Tuesday, February 26, 2013

BERNANKE SPEAKS


Federal Reserve Chairman Ben Bernanke spoke before Congress today and the stock market listened, with home building and consumer stocks leading the way. Two stocks, Home Depot and Macy's, led the upswing.

Bernanke's testimony was laced with what the market apparently needed to hear. On the upcoming sequestration issue, he recommended the old kick-the-can technique, suggesting the heavy so-called front-loaded cuts due to take effect be slimmed over a longer period owing to its possible harmful impact on a still struggling economy.

So much for cold turkey. 

On inflation it was again more of the same: "Measures of longer-term inflation expectations have remained in the narrow ranged seen over the past several years. Against this backdrop, the Federal Open Market Committee anticipates that inflation over the medium term likely will run at or below its 2 percent objective."

Bernanke defended the Fed's bond buying spree saying any real risks were manageable. Why that's reassuring to anyone except those who seek to move the market for some quick profit is befuddling to say the least. Did anyone think about sequestration he was going to vault into the chamber and recommend taking the meat cleaver to the obscene national debt now?

And his blowing off high energy prices with an aside about its impact on recovery was first-rate bureaucrat-speak. At one point under some fairly direct questioning he bragged about keeping the inflation rate near the bogus 2% level better than any other Fed chairman. 

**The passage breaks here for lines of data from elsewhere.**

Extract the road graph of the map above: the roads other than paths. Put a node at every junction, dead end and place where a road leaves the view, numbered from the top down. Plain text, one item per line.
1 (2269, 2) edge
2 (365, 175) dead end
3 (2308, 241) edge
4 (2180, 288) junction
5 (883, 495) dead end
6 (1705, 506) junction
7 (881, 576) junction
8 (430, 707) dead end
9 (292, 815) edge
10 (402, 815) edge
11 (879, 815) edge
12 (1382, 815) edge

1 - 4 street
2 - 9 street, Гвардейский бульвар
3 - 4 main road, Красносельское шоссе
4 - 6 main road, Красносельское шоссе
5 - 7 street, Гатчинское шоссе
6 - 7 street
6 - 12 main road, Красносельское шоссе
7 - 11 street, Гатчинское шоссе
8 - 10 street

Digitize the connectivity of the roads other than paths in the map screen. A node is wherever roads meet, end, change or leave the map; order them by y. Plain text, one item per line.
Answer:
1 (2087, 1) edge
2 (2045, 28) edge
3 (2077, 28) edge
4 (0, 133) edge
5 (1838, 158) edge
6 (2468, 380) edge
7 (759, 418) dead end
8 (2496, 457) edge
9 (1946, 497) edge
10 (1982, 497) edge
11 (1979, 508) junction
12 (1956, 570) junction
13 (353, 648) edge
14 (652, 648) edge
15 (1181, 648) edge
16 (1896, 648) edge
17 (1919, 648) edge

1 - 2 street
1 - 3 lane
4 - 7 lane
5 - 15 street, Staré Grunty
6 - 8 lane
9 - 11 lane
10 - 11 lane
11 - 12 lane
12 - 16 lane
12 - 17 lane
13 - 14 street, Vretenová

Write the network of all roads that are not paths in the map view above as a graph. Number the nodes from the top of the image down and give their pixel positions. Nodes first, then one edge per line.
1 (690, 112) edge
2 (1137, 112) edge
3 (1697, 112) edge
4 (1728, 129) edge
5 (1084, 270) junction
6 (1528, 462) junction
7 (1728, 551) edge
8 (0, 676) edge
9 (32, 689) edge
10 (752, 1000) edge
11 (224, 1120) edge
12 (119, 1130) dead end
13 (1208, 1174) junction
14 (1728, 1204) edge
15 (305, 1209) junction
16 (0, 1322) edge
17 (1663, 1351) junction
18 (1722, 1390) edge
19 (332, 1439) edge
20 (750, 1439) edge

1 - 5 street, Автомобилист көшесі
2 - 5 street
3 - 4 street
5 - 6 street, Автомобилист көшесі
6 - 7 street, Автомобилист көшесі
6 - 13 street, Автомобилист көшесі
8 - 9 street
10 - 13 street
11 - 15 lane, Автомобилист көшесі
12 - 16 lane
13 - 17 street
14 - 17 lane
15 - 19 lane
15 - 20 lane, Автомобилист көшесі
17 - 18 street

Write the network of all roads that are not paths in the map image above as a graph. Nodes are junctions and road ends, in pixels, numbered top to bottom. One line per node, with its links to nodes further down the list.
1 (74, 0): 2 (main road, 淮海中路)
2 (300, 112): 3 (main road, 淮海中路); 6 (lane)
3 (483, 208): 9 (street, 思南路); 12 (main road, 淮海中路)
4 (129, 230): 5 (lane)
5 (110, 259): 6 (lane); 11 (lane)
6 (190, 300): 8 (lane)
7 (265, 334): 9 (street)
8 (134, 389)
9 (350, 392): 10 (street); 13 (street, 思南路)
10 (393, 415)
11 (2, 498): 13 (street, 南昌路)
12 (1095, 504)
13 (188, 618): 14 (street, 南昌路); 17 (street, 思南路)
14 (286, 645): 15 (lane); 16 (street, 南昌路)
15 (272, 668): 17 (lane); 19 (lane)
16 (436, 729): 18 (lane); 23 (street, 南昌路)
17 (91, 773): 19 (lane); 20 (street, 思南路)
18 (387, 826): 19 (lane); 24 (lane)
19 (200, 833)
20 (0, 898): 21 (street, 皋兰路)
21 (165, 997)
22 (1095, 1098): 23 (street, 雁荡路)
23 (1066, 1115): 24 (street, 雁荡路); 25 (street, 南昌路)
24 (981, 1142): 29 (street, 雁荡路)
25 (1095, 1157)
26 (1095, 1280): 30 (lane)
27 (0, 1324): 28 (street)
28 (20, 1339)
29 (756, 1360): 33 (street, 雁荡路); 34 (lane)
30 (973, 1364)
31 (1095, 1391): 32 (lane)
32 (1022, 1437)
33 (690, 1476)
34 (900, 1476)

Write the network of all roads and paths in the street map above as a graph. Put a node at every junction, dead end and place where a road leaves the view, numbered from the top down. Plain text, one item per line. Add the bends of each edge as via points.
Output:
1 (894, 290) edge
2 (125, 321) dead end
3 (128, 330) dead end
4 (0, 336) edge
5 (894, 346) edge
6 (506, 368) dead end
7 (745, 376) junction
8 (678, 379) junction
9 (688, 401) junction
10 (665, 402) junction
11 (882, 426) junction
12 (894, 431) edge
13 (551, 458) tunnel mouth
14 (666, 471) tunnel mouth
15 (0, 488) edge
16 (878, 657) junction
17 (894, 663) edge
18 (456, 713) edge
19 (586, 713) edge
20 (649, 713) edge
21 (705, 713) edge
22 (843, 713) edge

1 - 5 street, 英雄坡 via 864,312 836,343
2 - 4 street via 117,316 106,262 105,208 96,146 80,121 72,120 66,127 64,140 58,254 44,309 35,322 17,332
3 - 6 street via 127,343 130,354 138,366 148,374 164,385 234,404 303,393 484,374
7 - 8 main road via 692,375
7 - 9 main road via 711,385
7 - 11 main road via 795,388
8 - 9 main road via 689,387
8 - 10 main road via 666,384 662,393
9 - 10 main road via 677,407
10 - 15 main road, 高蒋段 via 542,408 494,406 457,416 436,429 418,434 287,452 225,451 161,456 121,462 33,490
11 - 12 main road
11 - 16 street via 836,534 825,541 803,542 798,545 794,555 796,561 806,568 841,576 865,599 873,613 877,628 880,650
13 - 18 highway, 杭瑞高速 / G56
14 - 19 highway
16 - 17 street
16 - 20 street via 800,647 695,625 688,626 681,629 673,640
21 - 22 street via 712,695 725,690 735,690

Advances lead declines on the NYSE 2:1 while on the NASDQ the ratio was 3 stocks up for every two down.

Despite what the market clearly saw as good news the S & P 500 failed to breach the 1,500 mark, closing at 1,496.64, raising the issue is the 1,500 level now a point of resistance rather than support as some hailed it until the recent downturn.

Time, as they say, may march on, but so does bureaucratic BS.